Encore une fois, au-delà des situations les plus évidentes, une analyse au cas par cas s’avérera souvent nécessaire pour déterminer si un renseignement constitue ou non un « renseignement de santé et de services sociaux » au sens de la Loi 5. Cet exercice paraît d’autant plus nécessaire que, selon la qualification d’un renseignement, celui-ci peut faire l’objet de règles distinctes en matière de collecte, d’utilisation et de conservation, ainsi qu’en matière de communication à des tiers. Ces distinctions importantes seront abordées dans notre second article portant sur la Loi 5.

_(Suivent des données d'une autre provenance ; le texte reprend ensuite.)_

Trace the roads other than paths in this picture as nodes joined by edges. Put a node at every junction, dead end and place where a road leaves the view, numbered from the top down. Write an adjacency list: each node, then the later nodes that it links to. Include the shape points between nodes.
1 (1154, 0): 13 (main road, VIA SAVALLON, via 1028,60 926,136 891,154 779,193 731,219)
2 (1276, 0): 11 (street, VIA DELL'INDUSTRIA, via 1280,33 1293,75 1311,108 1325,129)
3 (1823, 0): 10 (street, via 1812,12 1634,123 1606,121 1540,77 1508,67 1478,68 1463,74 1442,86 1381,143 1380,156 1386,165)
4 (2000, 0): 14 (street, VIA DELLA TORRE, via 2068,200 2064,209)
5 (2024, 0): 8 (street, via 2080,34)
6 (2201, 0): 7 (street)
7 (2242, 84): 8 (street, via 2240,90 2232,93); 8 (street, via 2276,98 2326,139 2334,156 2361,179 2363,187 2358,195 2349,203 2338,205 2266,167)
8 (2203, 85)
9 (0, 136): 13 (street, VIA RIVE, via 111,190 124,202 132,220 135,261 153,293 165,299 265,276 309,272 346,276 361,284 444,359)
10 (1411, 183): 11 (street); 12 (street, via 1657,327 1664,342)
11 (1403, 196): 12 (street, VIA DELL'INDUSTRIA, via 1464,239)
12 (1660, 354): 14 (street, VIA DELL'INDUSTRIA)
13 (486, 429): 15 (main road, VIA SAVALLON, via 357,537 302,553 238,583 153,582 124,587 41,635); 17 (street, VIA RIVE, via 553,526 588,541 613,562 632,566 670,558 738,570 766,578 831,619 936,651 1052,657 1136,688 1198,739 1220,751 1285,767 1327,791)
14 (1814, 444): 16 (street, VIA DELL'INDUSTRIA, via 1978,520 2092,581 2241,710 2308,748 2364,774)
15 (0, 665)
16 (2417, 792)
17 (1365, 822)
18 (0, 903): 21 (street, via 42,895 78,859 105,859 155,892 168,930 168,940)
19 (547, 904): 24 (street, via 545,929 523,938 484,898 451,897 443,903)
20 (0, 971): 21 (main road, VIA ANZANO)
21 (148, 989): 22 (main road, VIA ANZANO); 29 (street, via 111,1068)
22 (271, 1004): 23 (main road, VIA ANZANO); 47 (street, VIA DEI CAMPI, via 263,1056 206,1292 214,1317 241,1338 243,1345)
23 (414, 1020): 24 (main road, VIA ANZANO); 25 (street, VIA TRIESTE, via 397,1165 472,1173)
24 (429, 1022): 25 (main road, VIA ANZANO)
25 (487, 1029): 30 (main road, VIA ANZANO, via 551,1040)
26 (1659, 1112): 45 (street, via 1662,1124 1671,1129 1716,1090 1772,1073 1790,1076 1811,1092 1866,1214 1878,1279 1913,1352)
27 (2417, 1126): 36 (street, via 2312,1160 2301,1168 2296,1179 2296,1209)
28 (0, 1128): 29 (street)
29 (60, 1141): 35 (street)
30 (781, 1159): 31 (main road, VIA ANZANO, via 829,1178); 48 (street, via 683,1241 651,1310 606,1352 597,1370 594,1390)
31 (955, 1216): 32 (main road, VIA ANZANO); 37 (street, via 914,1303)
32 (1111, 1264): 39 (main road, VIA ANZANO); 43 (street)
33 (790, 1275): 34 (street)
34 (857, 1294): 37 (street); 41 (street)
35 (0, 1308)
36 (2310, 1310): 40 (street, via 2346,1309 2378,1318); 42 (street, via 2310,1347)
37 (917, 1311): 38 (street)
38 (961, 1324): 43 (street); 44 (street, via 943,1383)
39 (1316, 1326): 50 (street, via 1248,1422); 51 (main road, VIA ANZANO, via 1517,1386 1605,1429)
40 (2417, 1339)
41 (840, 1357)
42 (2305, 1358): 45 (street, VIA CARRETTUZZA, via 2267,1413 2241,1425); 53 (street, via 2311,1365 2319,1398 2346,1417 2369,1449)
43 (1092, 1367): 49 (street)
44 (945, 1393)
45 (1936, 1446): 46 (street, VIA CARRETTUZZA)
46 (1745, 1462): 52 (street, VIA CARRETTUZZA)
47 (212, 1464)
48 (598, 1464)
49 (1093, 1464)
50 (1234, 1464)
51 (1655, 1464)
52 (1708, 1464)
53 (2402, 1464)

Quelles sont les meilleures pratiques à adopter pour déterminer si mon organisation est assujettie à la Loi 5?
L’entrée en vigueur d’un second régime normatif en matière de protection des renseignements personnels, en sus de la Loi 25, rend plus nécessaires que jamais la mise en œuvre et la mise à jour d’un inventaire (ou d’une cartographie) des renseignements collectés, utilisés et conservés par les organismes publics et les entreprises. Les organismes et les entreprises qui ne disposent pas d’un tel outil sont maintenant à risque d’appliquer le mauvais cadre normatif à des renseignements susceptibles d’être qualifiés de renseignements de santé et de services sociaux au sens de la Loi 5.
Par ailleurs, les entreprises qui offrent des services en matière de santé et de services sociaux devraient dès maintenant sensibiliser leurs employés clés quant aux implications que la conclusion d’une entente de prestation de service peut avoir sur leur conformité en matière de protection des renseignements personnels. Selon le cas, il peut être nécessaire d’impliquer des spécialistes à l’interne en matière de technologies de l’information afin d’assurer une configuration des outils informatiques pertinents de manière à permettre une conformité à la Loi 5.
1 Loi 5, art. 4 (4) : Une personne ou un groupement qui conclut une entente visant la prestation de services de santé ou de services sociaux avec un organisme de santé sera assujetti à la loi pour les activités liées à la prestation de services de santé ou de services sociaux pour le compte de cet organisme.
2 Soit la Loi sur la protection des renseignements personnels dans le secteur privé et la Loi sur l’accès aux documents des organismes publics et sur la protection des renseignements personnels.
3 Règlement d’application de certaines dispositions, art.1.